Fred returned to Austin, trained there and in Aspen, Colorado with
Kobayashi Sensei, and in 1977 was examined for shodan by Kobayashi
Sensei.
Finishing graduate school, Fred moved to Chicago and commenced
training in aikido and zen under Fumio Toyoda Sensei.
The instruction
was wonderful, and Fred advanced to nidan, but during Chicago's Great
Blizzard of 1979, Fred and his wife decided to take a gamble on making a
living back in Austin. Toyoda Sensei (now founding chief instructor of
the Aikido Association of America) soon encouraged Fred to open a dojo
in Austin, examined him for sandan rank, and began a series of very
popular and successful seminar visits to Austin.
Fred helped several students advance to black belt rank, and feels
greatly rewarded by his aikido teaching experience and his students'
accounts of how his teaching has affected their lives. In 1989, Toyoda
Sensei advanced Phillips Sensei to yondan, which Fred says he's still
trying to live up to. Shihan Toyoda, meanwhile, worked hard to build
the Aikido Association of America and re-affiliate it with the World
Aikikai Honbu. Toyoda Sensei's successful efforts have ensured that his
students' and their students' test requirements and ranks are recognized
by this central world aikido organization.
In 1995, Fred moved to Portland, Oregon, and with Scott Prahl
(another Texas-ex), founded the Oregon Graduate Institute Aikido Club.

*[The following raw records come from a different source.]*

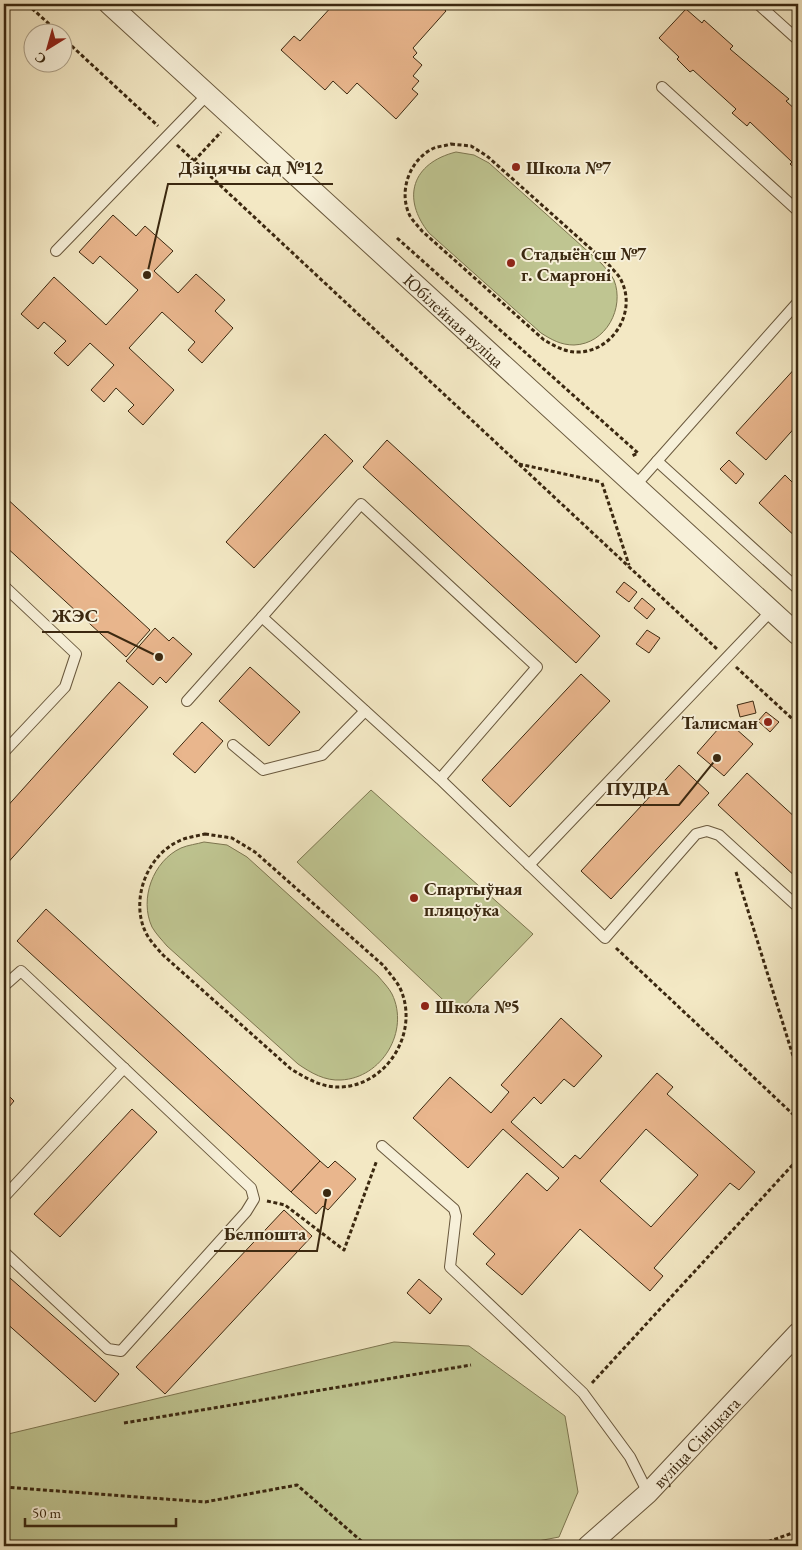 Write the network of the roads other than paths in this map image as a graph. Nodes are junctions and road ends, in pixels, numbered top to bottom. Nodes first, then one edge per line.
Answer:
1 (109, 4) edge
2 (758, 4) edge
3 (798, 40) edge
4 (662, 87) dead end
5 (207, 95) junction
6 (798, 211) edge
7 (56, 251) dead end
8 (798, 302) edge
9 (657, 462) junction
10 (635, 486) junction
11 (4, 586) edge
12 (798, 589) edge
13 (772, 610) junction
14 (262, 617) junction
15 (798, 635) edge
16 (187, 701) dead end
17 (365, 711) junction
18 (233, 745) dead end
19 (4, 752) edge
20 (440, 779) junction
21 (529, 865) junction
22 (798, 907) edge
23 (4, 986) edge
24 (124, 1068) junction
25 (382, 1146) road end
26 (4, 1197) edge
27 (4, 1252) edge
28 (798, 1333) edge
29 (648, 1493) junction
30 (588, 1546) edge

1 - 5 street, Юбілейная вуліца
2 - 3 lane
4 - 6 lane
5 - 7 lane
5 - 10 street, Юбілейная вуліца
8 - 9 lane
9 - 10 lane
9 - 12 lane
10 - 13 street, Юбілейная вуліца
11 - 19 lane
13 - 15 street, Юбілейная вуліца
13 - 21 lane
14 - 16 lane
14 - 17 lane
14 - 20 lane
17 - 18 lane
17 - 20 lane
20 - 21 lane
21 - 22 lane
23 - 24 lane
24 - 26 lane
24 - 27 lane
25 - 29 lane
28 - 29 street, вуліца Сініцкага
29 - 30 street, вуліца Сініцкага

The OGI Aikido Club has become the Jinshinkan Dojo of the Aikido
Association of America.
Fred's day job is as a
professor and administrator at OGI. He has
two young daughters who only kibitz at aikido, but he says they'd damned
well better get their black belts
before he'll let them start dating.
Mild mannered Fred Phillips has answered
a series of questions about aikido You can
email him directly to pose
questions of your own.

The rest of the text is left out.